How do I test the ignition switch unplugged from wiring /grounded to frame or not?


THANKS,willie


----------



## rther (Jun 1, 2012)

Use your multimeter set to either resistance or preferably, continuity. My meter has an audible signal on the continuity setting. Attach one probe to B and probe the rest to find out whether they are on or off in the Run and Start position. 

If you're just probing the terminals, it doesn't need to be grounded.


----------



## willie (Jul 17, 2008)

Testing ignition switch in hand with multimeter set on continuity. (5 post)
(!) With B attached & in run position (other than S post) 3 post show continuity.
(2) " B " " " start " only S show continuity.
Is this a good switch or not?

THANKS, willie


----------



## rther (Jun 1, 2012)

willie said:


> Testing ignition switch in hand with multimeter set on continuity. (5 post)
> (!) With B attached & in run position (other than S post) 3 post show continuity.
> (2) " B " " " start " only S show continuity.
> Is this a good switch or not?
> ...


It sounds like the switch is good.

Earlier you said that the engine only starts by shorting the starter stud. Does it stay running if you do this? Does the key switch turn it off? Is the battery charging (if it has a battery)? If it does, you might be able to get away with simply attaching the starter solenoid wire to the S terminal.

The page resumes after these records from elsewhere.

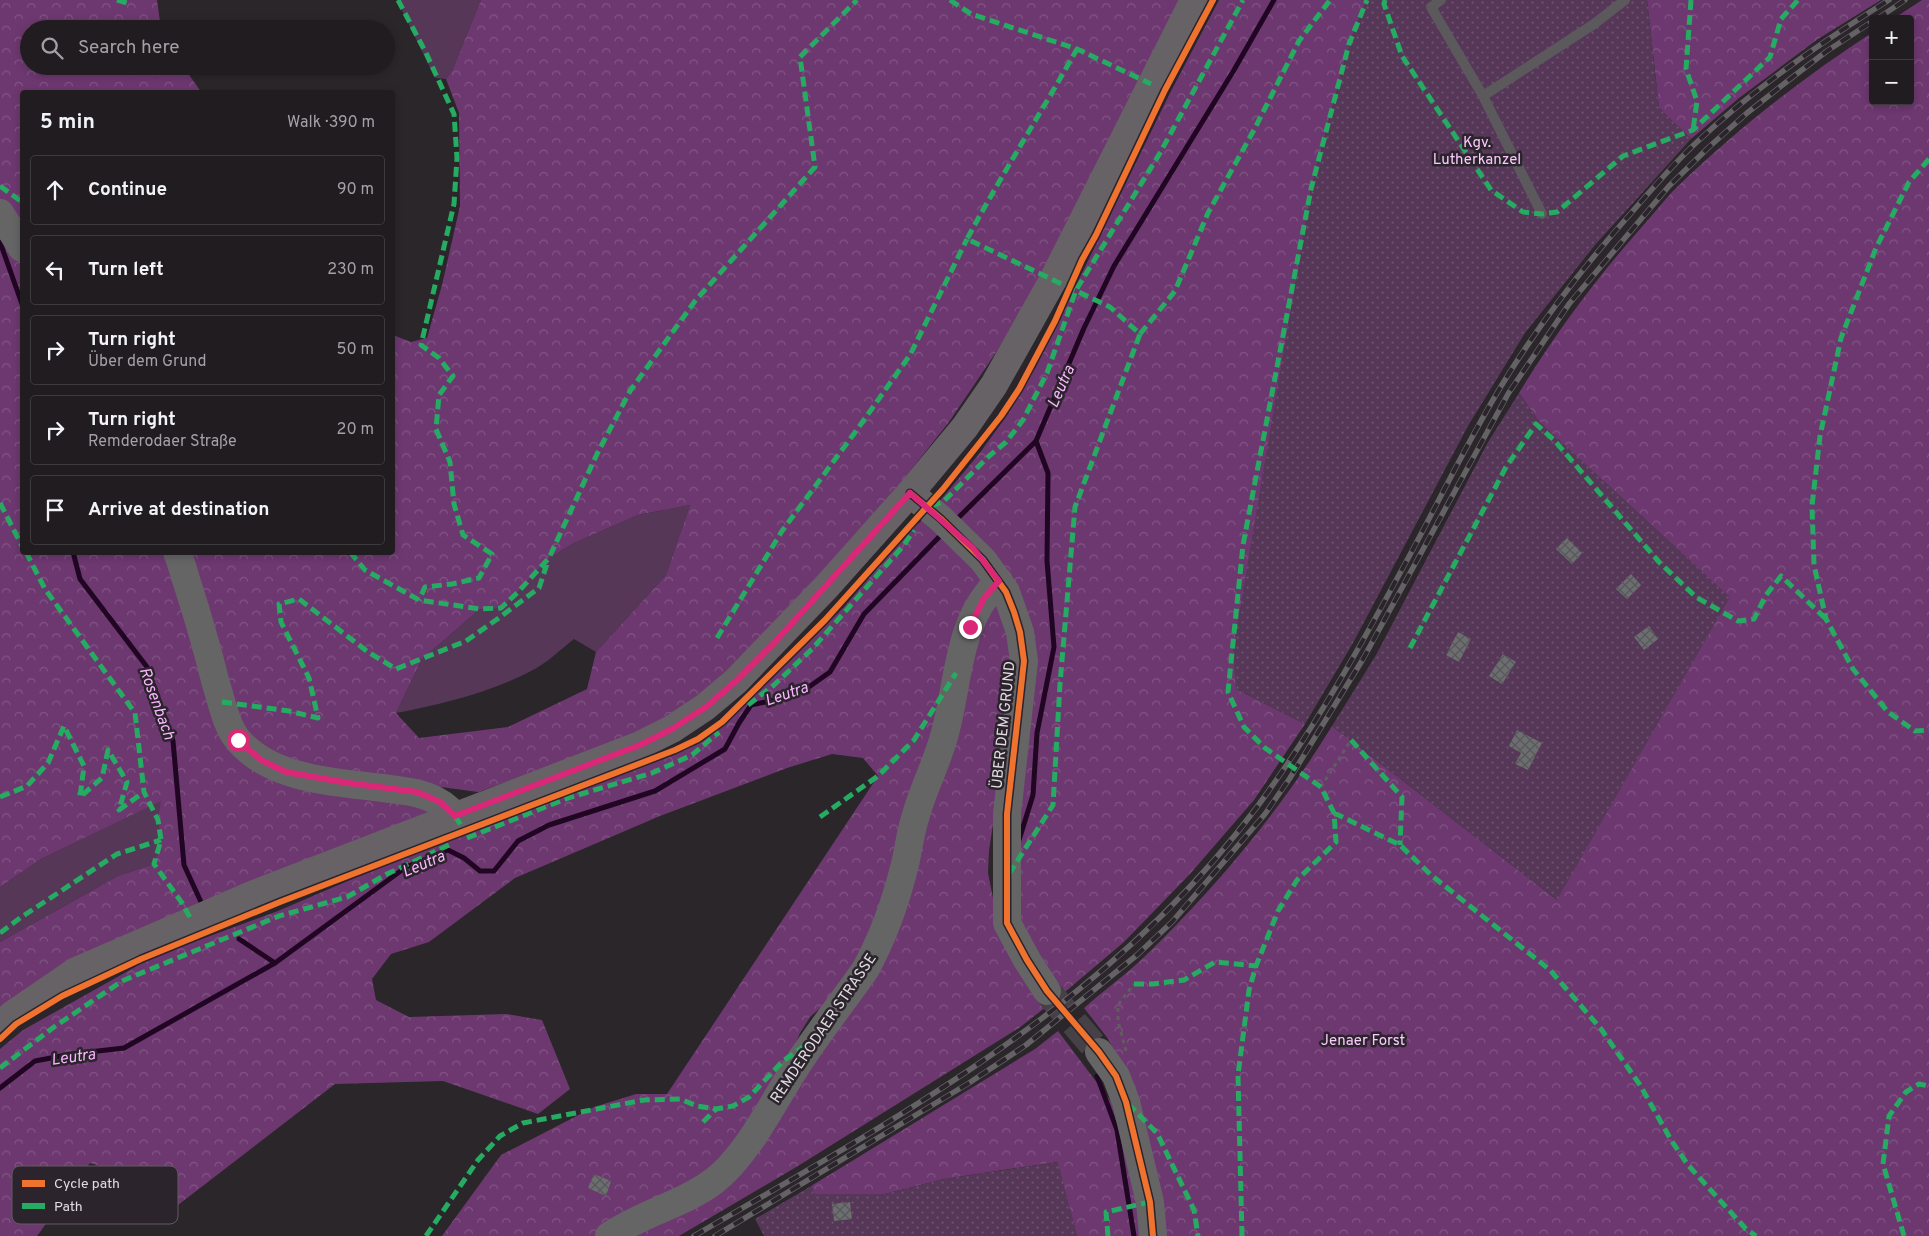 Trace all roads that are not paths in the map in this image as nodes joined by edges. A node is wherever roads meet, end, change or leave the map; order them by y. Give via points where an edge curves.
1 (1194, 0) edge
2 (1441, 0) edge
3 (1625, 0) edge
4 (1482, 96) junction
5 (0, 213) edge
6 (1542, 214) dead end
7 (20, 245) edge
8 (910, 493) junction
9 (178, 555) edge
10 (999, 581) junction
11 (455, 816) junction
12 (1047, 991) tunnel mouth
13 (0, 1025) edge
14 (1098, 1052) tunnel mouth
15 (609, 1236) edge
16 (1154, 1236) edge

1 - 8 main road via 1054,280 1018,344 965,427
2 - 4 lane via 1431,7
3 - 4 lane via 1594,24
4 - 6 lane
5 - 7 street
8 - 10 street, ÜBER DEM GRUND via 973,548
8 - 11 main road via 775,642 706,707 640,745
9 - 11 street via 222,702 234,733 249,751 286,772 417,792 440,802
10 - 12 street, ÜBER DEM GRUND via 1014,612 1024,661 1007,814 1007,923
10 - 15 street, REMDERODAER STRASSE via 984,598 964,644 940,752 916,814 890,916 874,955 728,1168 700,1190
11 - 13 main road via 249,896 76,972
14 - 16 street via 1116,1076 1126,1102 1150,1202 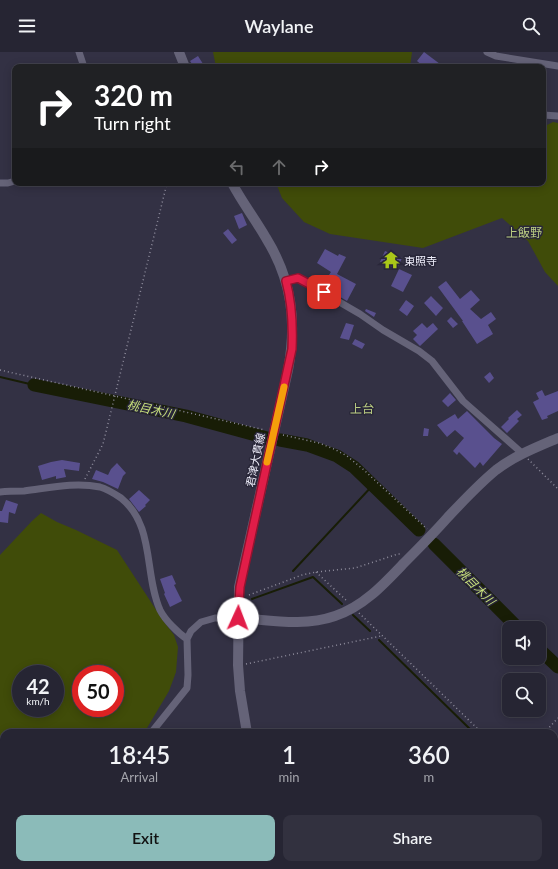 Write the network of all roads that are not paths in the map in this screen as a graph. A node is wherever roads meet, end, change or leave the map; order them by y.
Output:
1 (79, 52) edge
2 (179, 52) edge
3 (487, 52) edge
4 (83, 64) edge
5 (183, 64) edge
6 (546, 64) edge
7 (546, 64) edge
8 (558, 66) edge
9 (546, 114) edge
10 (558, 116) edge
11 (12, 182) edge
12 (0, 183) edge
13 (234, 186) edge
14 (286, 281) junction
15 (558, 438) edge
16 (522, 454) junction
17 (0, 492) edge
18 (238, 618) junction
19 (187, 639) junction
20 (154, 729) edge
21 (246, 729) edge

1 - 4 street
2 - 5 main road
3 - 6 street
7 - 8 street
9 - 10 street
11 - 12 street
13 - 14 main road, 君津大貫線
14 - 16 street
14 - 18 main road, 君津大貫線
15 - 16 main road
16 - 18 main road
17 - 19 street
18 - 19 street
18 - 21 main road, 君津大貫線
19 - 20 street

If not, you either need to replace the switch or rewire it. In order to rewire it, you'll have to identify to which component each wire goes by checking with continuity. Once the wires are all labeled, it's simply a matter of matching ignition, voltage regulator, starter, battery, and fuel knock off to their respective terminals on the starter.

Before you start cutting any harnesses, I want to stress that it would be much simpler to purchase the appropriate key switch for the engine. Stens may not sell to end users, I don't know. You can call them at 1-800-457-7444 and they can at least give you a part number for a switch that will match your engine. There is probably a mower shop close to you that is a Stens distributor and either has it in stock or can order it for you.

It's totally up to you. If you want to go ahead and rewire it, I can walk you through further if you have any other questions.


----------



## willie (Jul 17, 2008)

I found that the fuse (30 ampere?) was internally blown. What is the proper ampere? I put a 15 ampere fuse in the holder & turned switch to start. The engine turned over but did not start before blowing the fuse. What would cause this to blow? Are key switches grounded thru nut holding it to frame?

THANKS,willie


----------



## rther (Jun 1, 2012)

willie said:


> I found that the fuse (30 ampere?) was internally blown. What is the proper ampere? I put a 15 ampere fuse in the holder & turned switch to start. The engine turned over but did not start before blowing the fuse. What would cause this to blow? Are key switches grounded thru nut holding it to frame?
> 
> THANKS,willie


I'm having trouble finding an electrical schematic for that machine, so I'm not sure how many amps the fuse should be. I found some parts diagrams, but they do not mention fuses:

http://www.partstree.com/parts/?lc=snapper&mn=28085+28%22+8+HP+Rear+Engine+Rider+Series+5

Machines I have repaired in the past took 20 A fuses. Keep in mind they are propane burnishers and not lawn mowers, but it's still a 12 V starter cranking a 17 HP engine so I would imagine the amp draw is similar.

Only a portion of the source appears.